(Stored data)
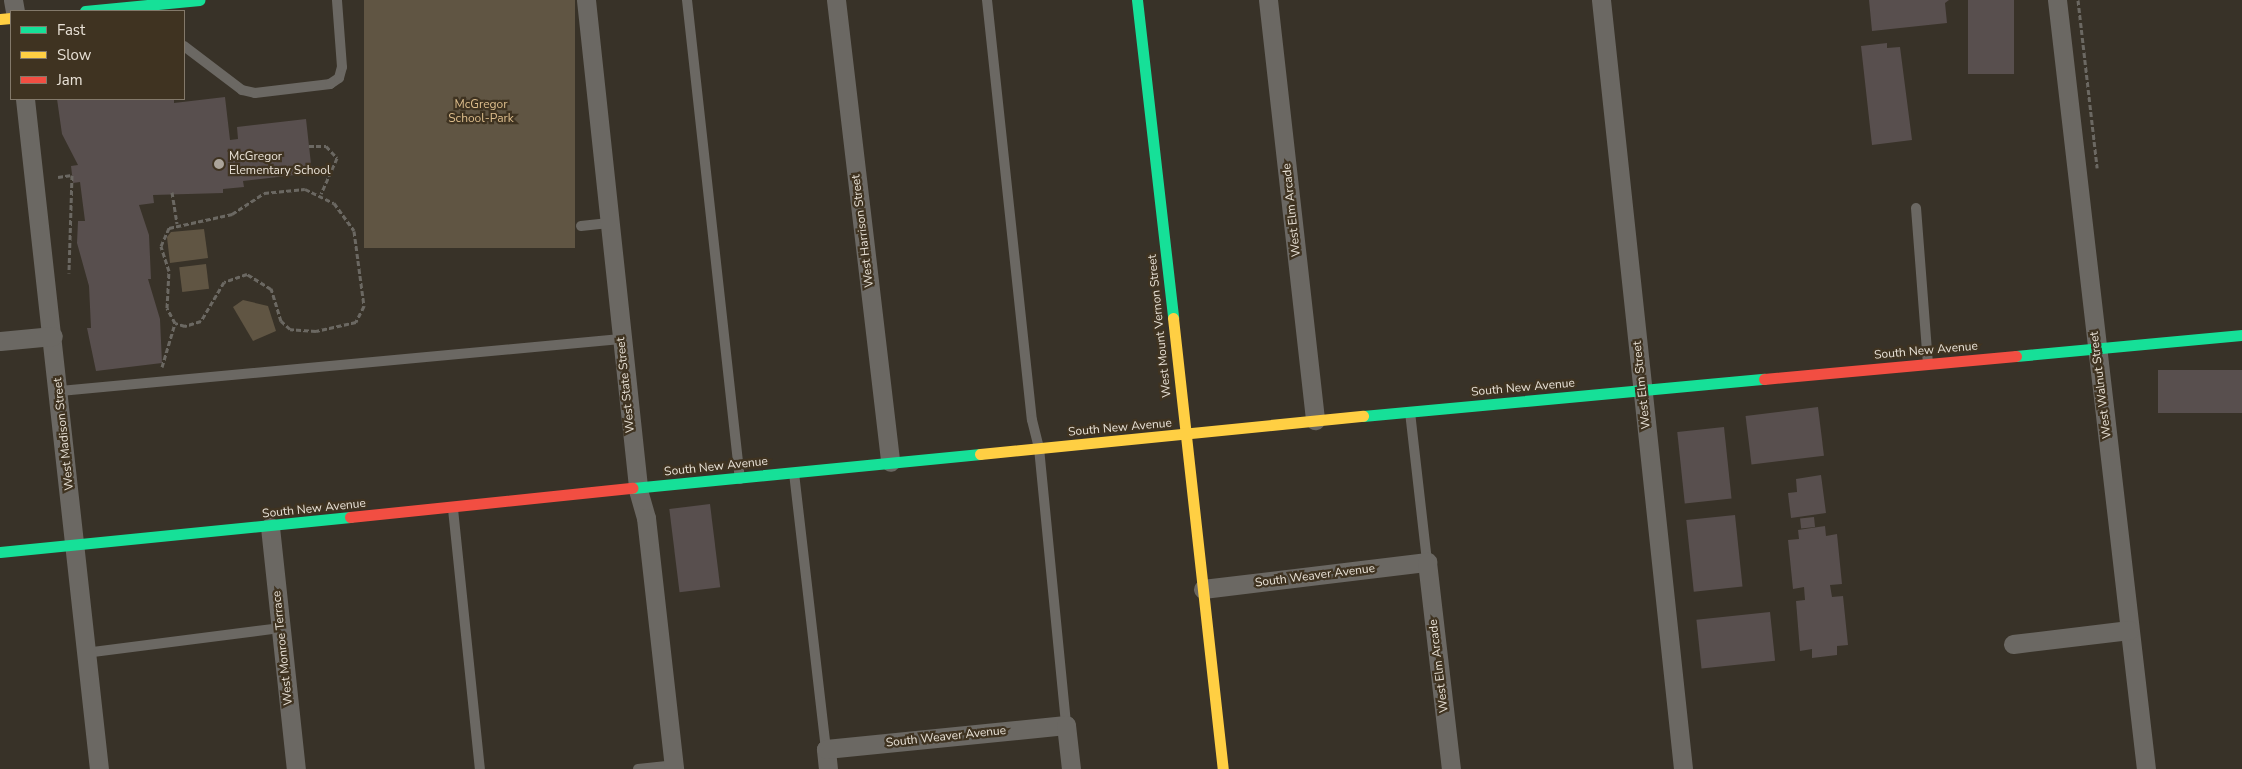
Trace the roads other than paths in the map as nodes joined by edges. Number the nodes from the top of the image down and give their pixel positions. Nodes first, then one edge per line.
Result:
1 (199, 0) edge
2 (337, 0) edge
3 (586, 0) edge
4 (687, 0) edge
5 (836, 0) edge
6 (987, 0) edge
7 (1137, 0) edge
8 (1268, 0) edge
9 (1601, 0) edge
10 (2057, 0) edge
11 (177, 7) edge
12 (108, 10) edge
13 (185, 47) edge
14 (25, 100) edge
15 (1916, 208) dead end
16 (609, 223) junction
17 (581, 226) dead end
18 (2242, 335) edge
19 (53, 336) junction
20 (621, 339) junction
21 (0, 341) edge
22 (2096, 350) junction
23 (1928, 365) junction
24 (60, 391) junction
25 (1643, 391) junction
26 (1410, 412) junction
27 (1315, 420) junction
28 (1186, 436) junction
29 (1039, 448) junction
30 (890, 462) junction
31 (794, 473) junction
32 (740, 479) junction
33 (638, 490) junction
34 (453, 509) junction
35 (270, 527) junction
36 (76, 545) junction
37 (0, 552) edge
38 (1427, 562) junction
39 (1203, 589) junction
40 (281, 628) junction
41 (2130, 630) junction
42 (2013, 644) dead end
43 (85, 653) junction
44 (1066, 725) junction
45 (826, 749) junction
46 (674, 767) edge
47 (99, 769) edge
48 (296, 769) edge
49 (480, 769) edge
50 (638, 769) edge
51 (828, 769) edge
52 (1071, 769) edge
53 (1224, 769) edge
54 (1451, 769) edge
55 (1684, 769) edge
56 (2146, 769) edge

1 - 11 street
2 - 13 lane
3 - 16 street, West State Street
4 - 32 lane
5 - 30 street, West Harrison Street
6 - 29 lane
7 - 28 street, West Mount Vernon Street
8 - 27 street, West Elm Arcade
9 - 25 street, West Elm Street
10 - 22 street, West Walnut Street
11 - 12 street
14 - 19 street, West Madison Street
15 - 23 lane
16 - 17 lane
16 - 20 street, West State Street
18 - 22 street, South New Avenue
19 - 21 street
19 - 24 street, West Madison Street
20 - 24 lane
20 - 33 street, West State Street
22 - 23 street, South New Avenue
22 - 41 street, West Walnut Street
23 - 25 street, South New Avenue
24 - 36 street, West Madison Street
25 - 26 street, South New Avenue
25 - 55 street, West Elm Street
26 - 27 street, South New Avenue
26 - 38 lane
27 - 28 street, South New Avenue
28 - 29 street, South New Avenue
28 - 39 street, West Mount Vernon Street
29 - 30 street, South New Avenue
29 - 44 lane
30 - 31 street, South New Avenue
31 - 32 street, South New Avenue
31 - 45 lane
32 - 33 street, South New Avenue
33 - 34 street, South New Avenue
33 - 46 street, West State Street
34 - 35 street, South New Avenue
34 - 49 lane
35 - 36 street, South New Avenue
35 - 40 street, West Monroe Terrace
36 - 37 street, South New Avenue
36 - 43 street, West Madison Street
38 - 39 street, South Weaver Avenue
38 - 54 street, West Elm Arcade
39 - 53 street, West Mount Vernon Street
40 - 43 lane
40 - 48 street, West Monroe Terrace
41 - 42 street
41 - 56 street, West Walnut Street
43 - 47 street, West Madison Street
44 - 45 street, South Weaver Avenue
44 - 52 street
45 - 51 street
46 - 50 lane

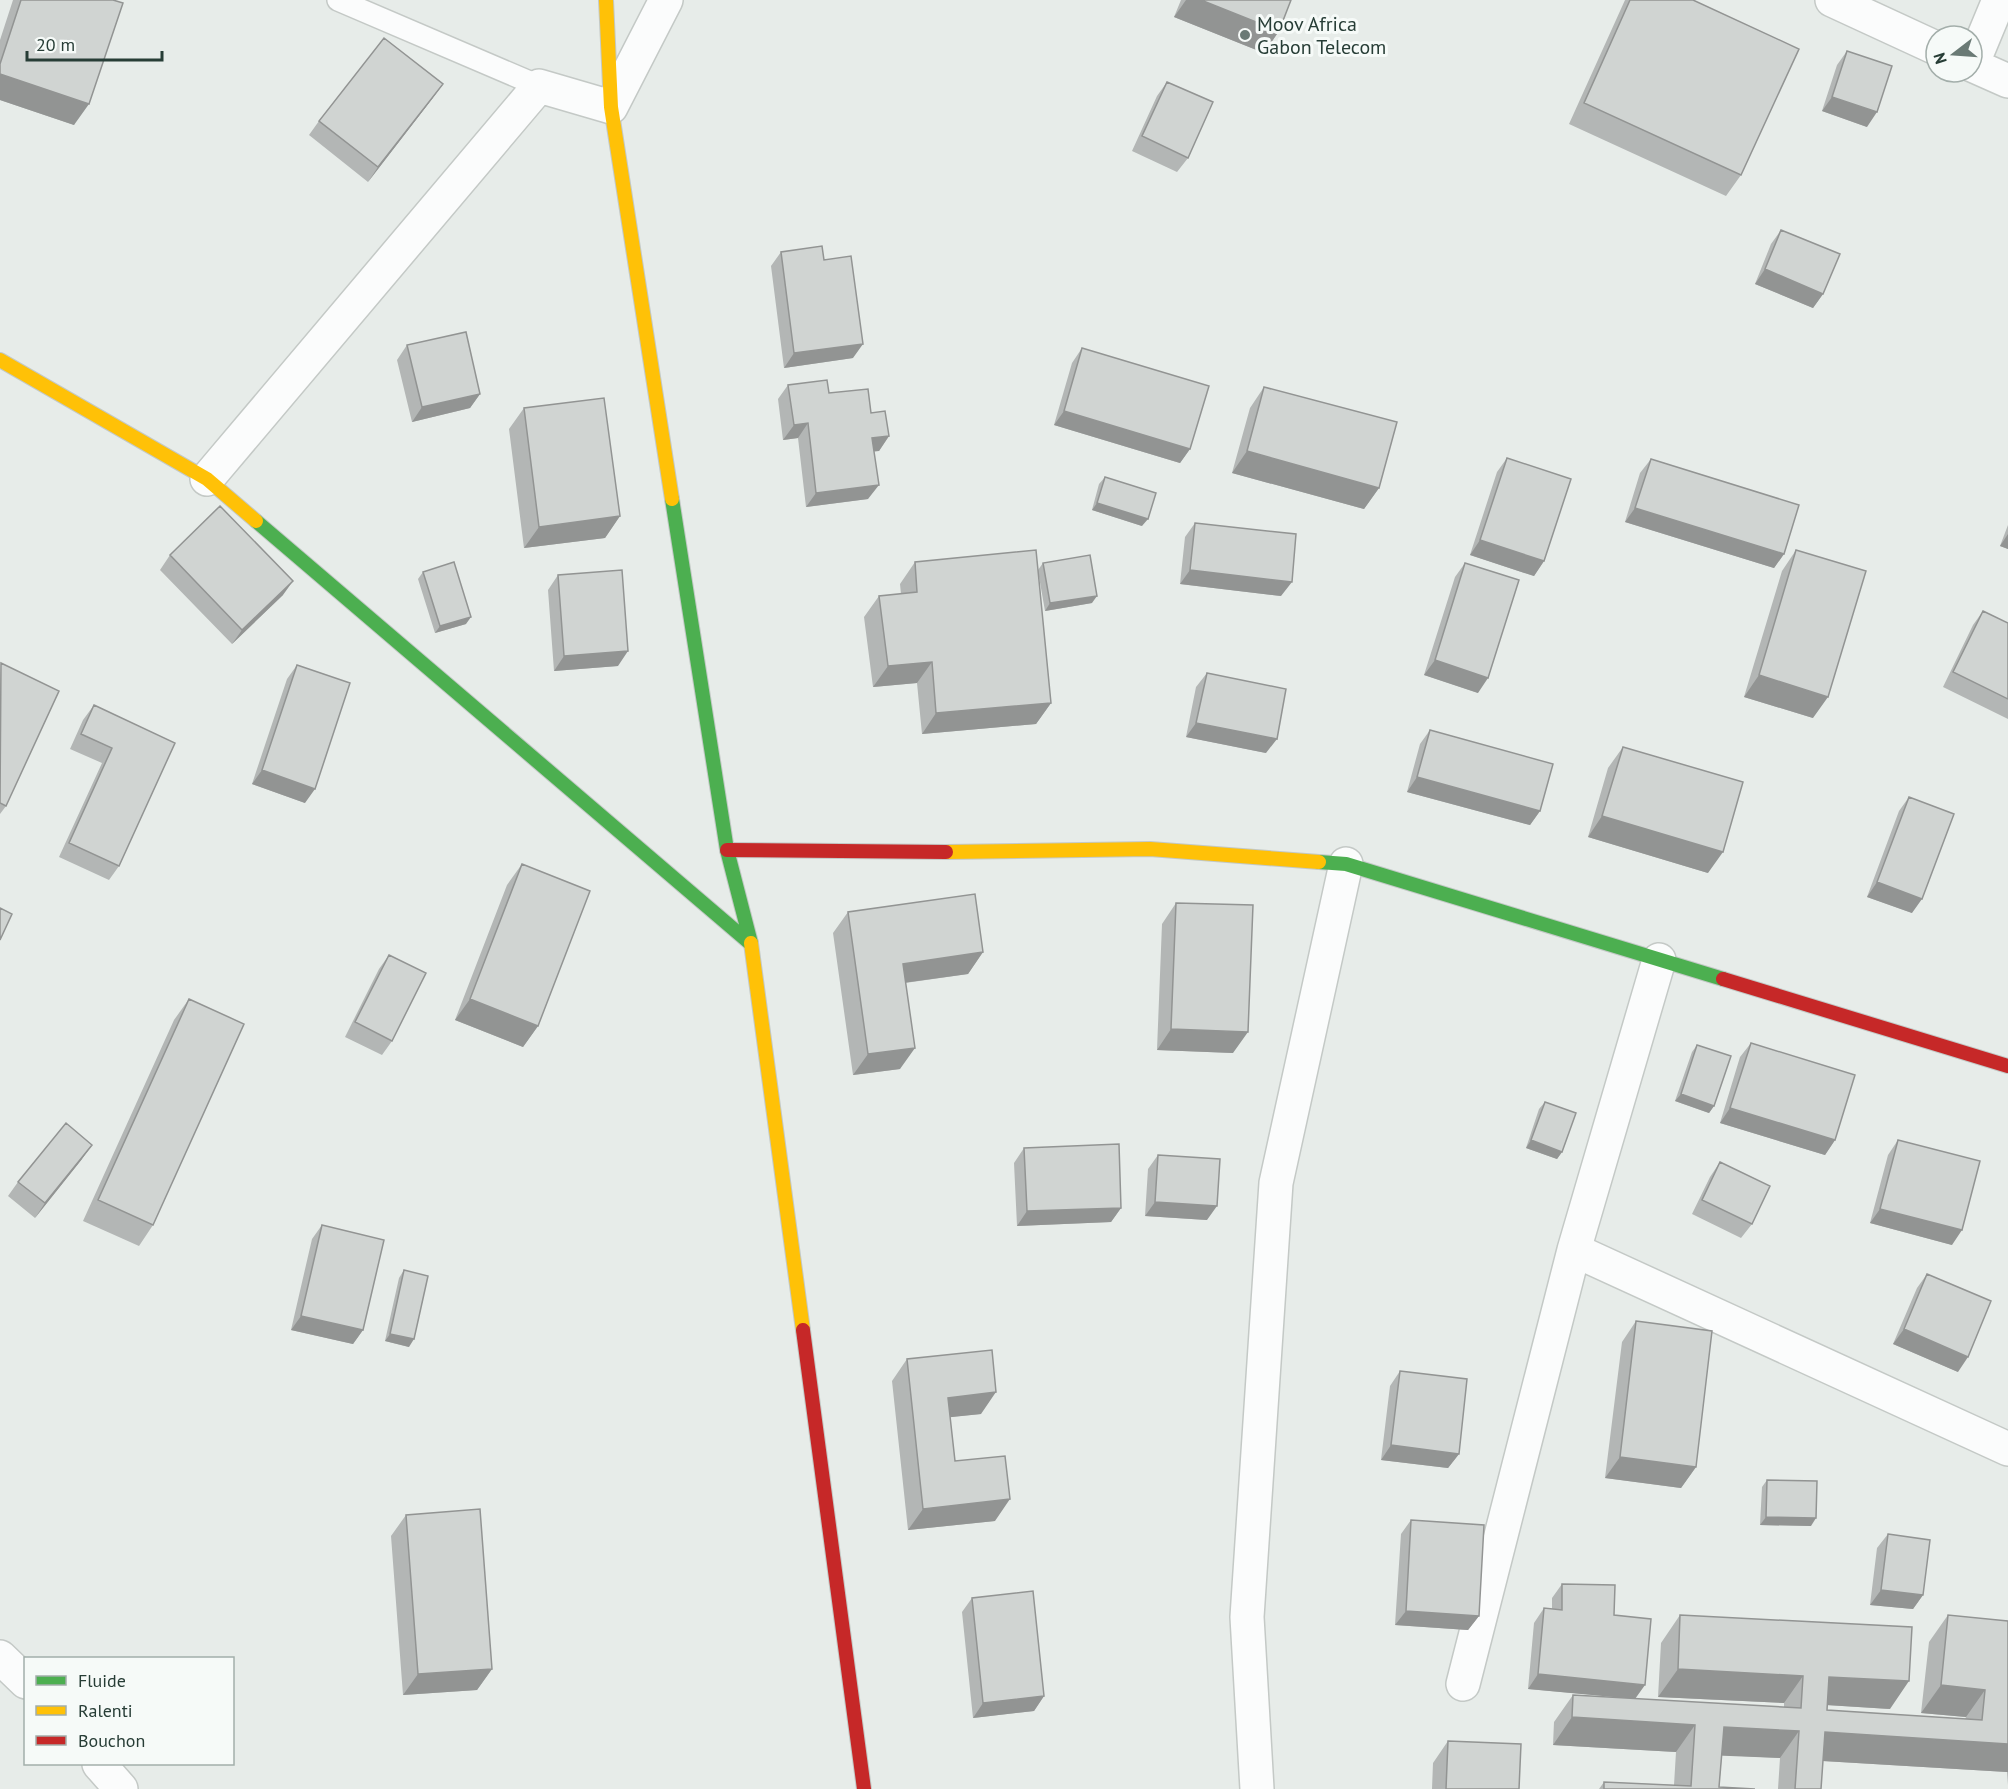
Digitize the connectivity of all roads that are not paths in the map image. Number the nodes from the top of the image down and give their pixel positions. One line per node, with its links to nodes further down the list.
1 (338, 0): 10 (lane)
2 (606, 0): 11 (street)
3 (666, 0): 11 (street)
4 (1832, 0): 7 (street)
5 (1999, 0): 6 (street)
6 (1984, 36)
7 (1924, 42)
8 (1984, 70): 9 (street)
9 (2008, 81)
10 (539, 86): 11 (street); 13 (street)
11 (611, 107): 14 (street)
12 (0, 360): 13 (street)
13 (207, 479): 16 (street)
14 (727, 850): 15 (street); 16 (street)
15 (1346, 864): 17 (street); 28 (street)
16 (751, 944): 25 (street)
17 (1659, 960): 18 (street); 19 (street)
18 (2008, 1066)
19 (1574, 1250): 20 (street); 23 (street)
20 (2008, 1449)
21 (0, 1656): 22 (street)
22 (24, 1680)
23 (1463, 1684)
24 (100, 1765): 26 (street)
25 (863, 1782): 27 (street)
26 (122, 1789)
27 (846, 1789)
28 (1257, 1789)

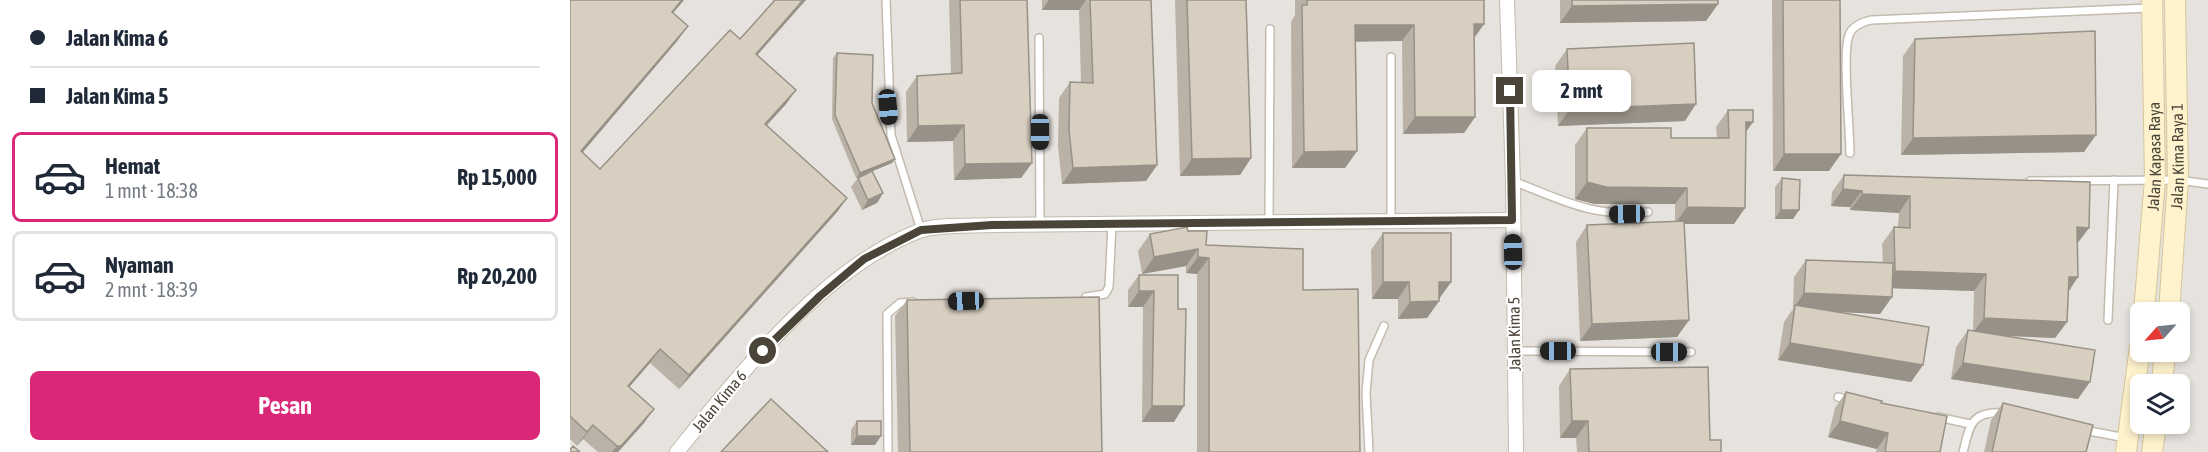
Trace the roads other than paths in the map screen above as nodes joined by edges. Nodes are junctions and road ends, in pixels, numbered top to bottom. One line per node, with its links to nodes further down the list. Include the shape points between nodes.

WHAT YOU HAVE TO DO: Return every entry word for word, minus the pictures.

TASK OUTPUT:
Trace the roads other than paths in the map as nodes joined by edges. Number the nodes from the top of the image down and give their pixel positions. Nodes first, then one edge per line.
Result:
1 (199, 0) edge
2 (337, 0) edge
3 (586, 0) edge
4 (687, 0) edge
5 (836, 0) edge
6 (987, 0) edge
7 (1137, 0) edge
8 (1268, 0) edge
9 (1601, 0) edge
10 (2057, 0) edge
11 (177, 7) edge
12 (108, 10) edge
13 (185, 47) edge
14 (25, 100) edge
15 (1916, 208) dead end
16 (609, 223) junction
17 (581, 226) dead end
18 (2242, 335) edge
19 (53, 336) junction
20 (621, 339) junction
21 (0, 341) edge
22 (2096, 350) junction
23 (1928, 365) junction
24 (60, 391) junction
25 (1643, 391) junction
26 (1410, 412) junction
27 (1315, 420) junction
28 (1186, 436) junction
29 (1039, 448) junction
30 (890, 462) junction
31 (794, 473) junction
32 (740, 479) junction
33 (638, 490) junction
34 (453, 509) junction
35 (270, 527) junction
36 (76, 545) junction
37 (0, 552) edge
38 (1427, 562) junction
39 (1203, 589) junction
40 (281, 628) junction
41 (2130, 630) junction
42 (2013, 644) dead end
43 (85, 653) junction
44 (1066, 725) junction
45 (826, 749) junction
46 (674, 767) edge
47 (99, 769) edge
48 (296, 769) edge
49 (480, 769) edge
50 (638, 769) edge
51 (828, 769) edge
52 (1071, 769) edge
53 (1224, 769) edge
54 (1451, 769) edge
55 (1684, 769) edge
56 (2146, 769) edge

1 - 11 street
2 - 13 lane
3 - 16 street, West State Street
4 - 32 lane
5 - 30 street, West Harrison Street
6 - 29 lane
7 - 28 street, West Mount Vernon Street
8 - 27 street, West Elm Arcade
9 - 25 street, West Elm Street
10 - 22 street, West Walnut Street
11 - 12 street
14 - 19 street, West Madison Street
15 - 23 lane
16 - 17 lane
16 - 20 street, West State Street
18 - 22 street, South New Avenue
19 - 21 street
19 - 24 street, West Madison Street
20 - 24 lane
20 - 33 street, West State Street
22 - 23 street, South New Avenue
22 - 41 street, West Walnut Street
23 - 25 street, South New Avenue
24 - 36 street, West Madison Street
25 - 26 street, South New Avenue
25 - 55 street, West Elm Street
26 - 27 street, South New Avenue
26 - 38 lane
27 - 28 street, South New Avenue
28 - 29 street, South New Avenue
28 - 39 street, West Mount Vernon Street
29 - 30 street, South New Avenue
29 - 44 lane
30 - 31 street, South New Avenue
31 - 32 street, South New Avenue
31 - 45 lane
32 - 33 street, South New Avenue
33 - 34 street, South New Avenue
33 - 46 street, West State Street
34 - 35 street, South New Avenue
34 - 49 lane
35 - 36 street, South New Avenue
35 - 40 street, West Monroe Terrace
36 - 37 street, South New Avenue
36 - 43 street, West Madison Street
38 - 39 street, South Weaver Avenue
38 - 54 street, West Elm Arcade
39 - 53 street, West Mount Vernon Street
40 - 43 lane
40 - 48 street, West Monroe Terrace
41 - 42 street
41 - 56 street, West Walnut Street
43 - 47 street, West Madison Street
44 - 45 street, South Weaver Avenue
44 - 52 street
45 - 51 street
46 - 50 lane

Digitize the connectivity of all roads that are not paths in the map image. Number the nodes from the top of the image down and give their pixel positions. One line per node, with its links to nodes further down the list.
1 (338, 0): 10 (lane)
2 (606, 0): 11 (street)
3 (666, 0): 11 (street)
4 (1832, 0): 7 (street)
5 (1999, 0): 6 (street)
6 (1984, 36)
7 (1924, 42)
8 (1984, 70): 9 (street)
9 (2008, 81)
10 (539, 86): 11 (street); 13 (street)
11 (611, 107): 14 (street)
12 (0, 360): 13 (street)
13 (207, 479): 16 (street)
14 (727, 850): 15 (street); 16 (street)
15 (1346, 864): 17 (street); 28 (street)
16 (751, 944): 25 (street)
17 (1659, 960): 18 (street); 19 (street)
18 (2008, 1066)
19 (1574, 1250): 20 (street); 23 (street)
20 (2008, 1449)
21 (0, 1656): 22 (street)
22 (24, 1680)
23 (1463, 1684)
24 (100, 1765): 26 (street)
25 (863, 1782): 27 (street)
26 (122, 1789)
27 (846, 1789)
28 (1257, 1789)

Trace the roads other than paths in the map screen above as nodes joined by edges. Nodes are junctions and road ends, in pixels, numbered top to bottom. One line per node, with its links to nodes further down the list. Include the shape points between nodes.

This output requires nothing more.